[EXERCISE BRIEF]: The required copy runs from the first line of the material through the line containing "80H890V138H693ZM710 84H873C879 84", exactly as written and without pictures.

(INPUT MATERIAL Opens)

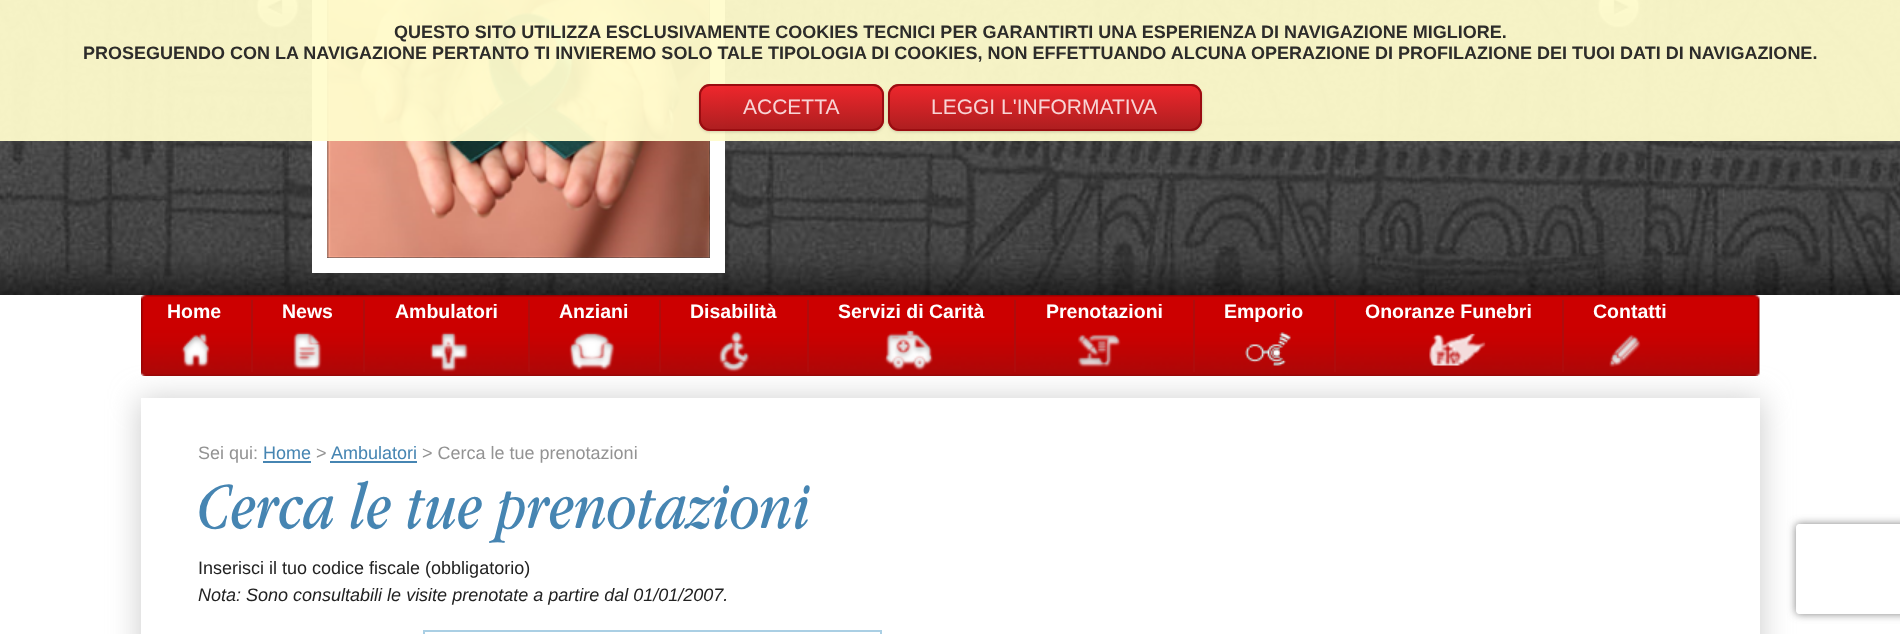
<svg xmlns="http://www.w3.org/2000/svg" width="1900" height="634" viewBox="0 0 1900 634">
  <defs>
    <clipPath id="clip1"><path d="M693 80H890V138H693ZM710 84H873C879 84 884 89 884 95V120C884 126 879 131 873 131H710C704 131 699 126 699 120V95C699 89 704 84 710 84Z" clip-rule="evenodd"/></clipPath>
    <filter id="blur1" x="-50%" y="-200%" width="200%" height="500%"><feGaussianBlur stdDeviation="1.5"/></filter>
    <clipPath id="clip2"><rect x="699" y="84" width="185" height="47" rx="11"/></clipPath>
    <linearGradient id="g1" gradientUnits="userSpaceOnUse" x1="701" y1="42" x2="701" y2="86"><stop offset="0" stop-color="#ed1c24" stop-opacity="0.95"/><stop offset="1" stop-color="#aa1317" stop-opacity="0.95"/></linearGradient>
    <linearGradient id="g2" gradientUnits="userSpaceOnUse" x1="701" y1="86" x2="701" y2="129"><stop offset="0" stop-color="#ed1c24" stop-opacity="0.95"/><stop offset="1" stop-color="#aa1317" stop-opacity="0.95"/></linearGradient>
    <linearGradient id="g3" gradientUnits="userSpaceOnUse" x1="701" y1="129" x2="701" y2="173"><stop offset="0" stop-color="#ed1c24" stop-opacity="0.95"/><stop offset="1" stop-color="#aa1317" stop-opacity="0.95"/></linearGradient>
    <clipPath id="clip3"><path d="M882 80H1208V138H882ZM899 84H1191C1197 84 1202 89 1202 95V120C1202 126 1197 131 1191 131H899C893 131 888 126 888 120V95C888 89 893 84 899 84Z" clip-rule="evenodd"/></clipPath>
    <clipPath id="clip4"><rect x="888" y="84" width="314" height="47" rx="11"/></clipPath>
    <linearGradient id="g4" gradientUnits="userSpaceOnUse" x1="890" y1="42" x2="890" y2="86"><stop offset="0" stop-color="#ed272c"/><stop offset="1" stop-color="#ae1e20"/></linearGradient>
    <linearGradient id="g5" gradientUnits="userSpaceOnUse" x1="890" y1="86" x2="890" y2="129"><stop offset="0" stop-color="#ed1c24" stop-opacity="0.95"/><stop offset="1" stop-color="#aa1317" stop-opacity="0.95"/></linearGradient>
    <linearGradient id="g6" gradientUnits="userSpaceOnUse" x1="890" y1="129" x2="890" y2="173"><stop offset="0" stop-color="#ed1c24" stop-opacity="0.95"/><stop offset="1" stop-color="#aa1317" stop-opacity="0.95"/></linearGradient>
    <clipPath id="clip5"><path d="M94 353H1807V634H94ZM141 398H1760V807H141Z" clip-rule="evenodd"/></clipPath>
    <filter id="blur2" x="-50%" y="-200%" width="200%" height="500%"><feGaussianBlur stdDeviation="15"/></filter>
    <clipPath id="clip6"><path d="M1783 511H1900V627H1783ZM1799 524H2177C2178.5 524 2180 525.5 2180 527V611C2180 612.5 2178.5 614 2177 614H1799C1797.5 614 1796 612.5 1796 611V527C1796 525.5 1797.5 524 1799 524Z" clip-rule="evenodd"/></clipPath>
    <filter id="blur3" x="-50%" y="-200%" width="200%" height="500%"><feGaussianBlur stdDeviation="4"/></filter>
  </defs>
  <rect width="100%" height="100%" fill="#ffffff"/>
  <image x="0" y="0" width="1900" height="295" href="img1.png"/>
  <image x="256" y="0" width="43" height="29" href="img2.png"/>
  <rect x="319.5" y="-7.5" width="398" height="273" fill="none" stroke="#ffffff" stroke-width="15"/>
  <image x="327" y="0" width="383" height="258" href="img3.png"/>
  <image x="1597" y="0" width="43" height="28" href="img4.png"/>
  <rect x="0" y="0" width="1900" height="141" fill="#fffccc" fill-opacity="0.95"/>
  <text x="394" y="38" font-family="Liberation Sans" font-size="18" font-weight="bold" fill="#2d2c2a">QUESTO SITO UTILIZZA ESCLUSIVAMENTE COOKIES TECNICI PER GARANTIRTI UNA ESPERIENZA DI NAVIGAZIONE MIGLIORE.</text>
  <text x="83" y="59" font-family="Liberation Sans" font-size="18" font-weight="bold" fill="#2d2c2a">PROSEGUENDO CON LA NAVIGAZIONE PERTANTO TI INVIEREMO SOLO TALE TIPOLOGIA DI COOKIES, NON EFFETTUANDO ALCUNA OPERAZIONE DI PROFILAZIONE DEI TUOI DATI DI NAVIGAZIONE.</text>
  <g clip-path="url(#clip1)">
    <rect x="699" y="86" width="185" height="46" rx="11" fill="#000000" fill-opacity="0.19" filter="url(#blur1)"/>
  </g>
  <g clip-path="url(#clip2)">
    <rect x="699" y="84" width="185" height="2" fill="url(#g1)"/>
    <rect x="699" y="86" width="185" height="43" fill="url(#g2)"/>
    <rect x="699" y="129" width="185" height="2" fill="url(#g3)"/>
  </g>
  <rect x="700" y="85" width="183" height="45" rx="10" fill="none" stroke="#980c10" stroke-opacity="0.95" stroke-width="2"/>
  <text x="743" y="114" font-family="Liberation Sans" font-size="21" fill="#f8d4d5">ACCETTA</text>
  <g clip-path="url(#clip3)">
    <rect x="888" y="86" width="314" height="46" rx="11" fill="#000000" fill-opacity="0.19" filter="url(#blur1)"/>
  </g>
  <g clip-path="url(#clip4)">
    <rect x="888" y="84" width="314" height="2" fill="url(#g4)"/>
    <rect x="888" y="86" width="314" height="43" fill="url(#g5)"/>
    <rect x="888" y="129" width="314" height="2" fill="url(#g6)"/>
  </g>
  <rect x="889" y="85" width="312" height="45" rx="10" fill="none" stroke="#980c10" stroke-opacity="0.95" stroke-width="2"/>
  <text x="931" y="114" font-family="Liberation Sans" font-size="21" fill="#f8d4d5">LEGGI L'INFORMATIVA</text>
  <g clip-path="url(#clip5)">
    <rect x="140" y="399" width="1621" height="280" fill="#cccccc" filter="url(#blur2)"/>
  </g>
  <image x="141" y="295" width="1619" height="81" href="img5.png"/>
  <image x="181" y="332" width="29" height="36" href="img6.png"/>
  <rect x="251" y="300" width="2" height="72" fill="#af0c0c"/>
  <text x="167" y="318" font-family="Liberation Sans" font-size="19.5" font-weight="bold" fill="#ffffff">Home</text>
  <image x="293" y="332" width="29" height="38" href="img7.png"/>
  <rect x="363" y="300" width="2" height="72" fill="#af0c0c"/>
  <text x="282" y="318" font-family="Liberation Sans" font-size="19.5" font-weight="bold" fill="#ffffff">News</text>
  <image x="430" y="332" width="39" height="40" href="img8.png"/>
  <rect x="528" y="300" width="2" height="72" fill="#af0c0c"/>
  <text x="395" y="318" font-family="Liberation Sans" font-size="19.5" font-weight="bold" fill="#ffffff">Ambulatori</text>
  <image x="569" y="332" width="46" height="38" href="img9.png"/>
  <rect x="659" y="300" width="2" height="72" fill="#af0c0c"/>
  <text x="559" y="318" font-family="Liberation Sans" font-size="19.5" font-weight="bold" fill="#ffffff">Anziani</text>
  <image x="718" y="331" width="32" height="41" href="img10.png"/>
  <rect x="807" y="300" width="2" height="72" fill="#af0c0c"/>
  <text x="690" y="318" font-family="Liberation Sans" font-size="19.5" font-weight="bold" fill="#ffffff">Disabilità</text>
  <image x="884" y="330" width="49" height="41" href="img11.png"/>
  <rect x="1014" y="300" width="2" height="72" fill="#af0c0c"/>
  <text x="838" y="318" font-family="Liberation Sans" font-size="19.5" font-weight="bold" fill="#ffffff">Servizi di Carità</text>
  <image x="1077" y="334" width="44" height="34" href="img12.png"/>
  <rect x="1193" y="300" width="2" height="72" fill="#af0c0c"/>
  <text x="1046" y="318" font-family="Liberation Sans" font-size="19.5" font-weight="bold" fill="#ffffff">Prenotazioni</text>
  <image x="1244" y="332" width="47" height="34" href="img13.png"/>
  <rect x="1334" y="300" width="2" height="72" fill="#af0c0c"/>
  <text x="1224" y="318" font-family="Liberation Sans" font-size="19.5" font-weight="bold" fill="#ffffff">Emporio</text>
  <image x="1429" y="333" width="57" height="33" href="img14.png"/>
  <rect x="1562" y="300" width="2" height="72" fill="#af0c0c"/>
  <text x="1365" y="318" font-family="Liberation Sans" font-size="19.5" font-weight="bold" fill="#ffffff">Onoranze Funebri</text>
  <image x="1609" y="334" width="32" height="33" href="img15.png"/>
  <text x="1593" y="318" font-family="Liberation Sans" font-size="19.5" font-weight="bold" fill="#ffffff">Contatti</text>
  <text x="198" y="459" font-family="Liberation Sans" font-size="18" fill="#939393">Sei qui:</text>
  <text x="263" y="459" font-family="Liberation Sans" font-size="18" fill="#4685b2">Home</text>
  <rect x="263" y="461" width="48" height="2" fill="#4685b2"/>
  <text x="316" y="459" font-family="Liberation Sans" font-size="18" fill="#939393">&gt;</text>
  <text x="331" y="459" font-family="Liberation Sans" font-size="18" fill="#4685b2">Ambulatori</text>
  <rect x="330" y="461" width="87" height="2" fill="#4685b2"/>
  <text x="422" y="459" font-family="Liberation Sans" font-size="18" fill="#939393">&gt; Cerca le tue prenotazioni</text>
  <text x="198" y="528" font-family="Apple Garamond" font-size="67.5" font-style="italic" fill="#4685b2">Cerca le tue prenotazioni</text>
  <text x="198" y="574" font-family="Liberation Sans" font-size="18" fill="#222222">Inserisci il tuo codice fiscale (obbligatorio)</text>
  <text x="198" y="601" font-family="Liberation Sans" font-size="18" font-style="italic" fill="#222222">Nota: Sono consultabili le visite prenotate a partire dal 01/01/2007.</text>
  <rect x="424" y="631" width="457" height="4" fill="none" stroke="#aacfe4" stroke-width="2"/>
  <g clip-path="url(#clip6)">
    <rect x="1796" y="524" width="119" height="90" rx="3" fill="#808080" filter="url(#blur3)"/>
  </g>
</svg>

(INPUT MATERIAL Closes)

[ANSWER FOR THE TASK]:
<svg xmlns="http://www.w3.org/2000/svg" width="1900" height="634" viewBox="0 0 1900 634">
  <defs>
    <clipPath id="clip1"><path d="M693 80H890V138H693ZM710 84H873C879 84 884 89 884 95V120C884 126 879 131 873 131H710C704 131 699 126 699 120V95C699 89 704 84 710 84Z" clip-rule="evenodd"/></clipPath>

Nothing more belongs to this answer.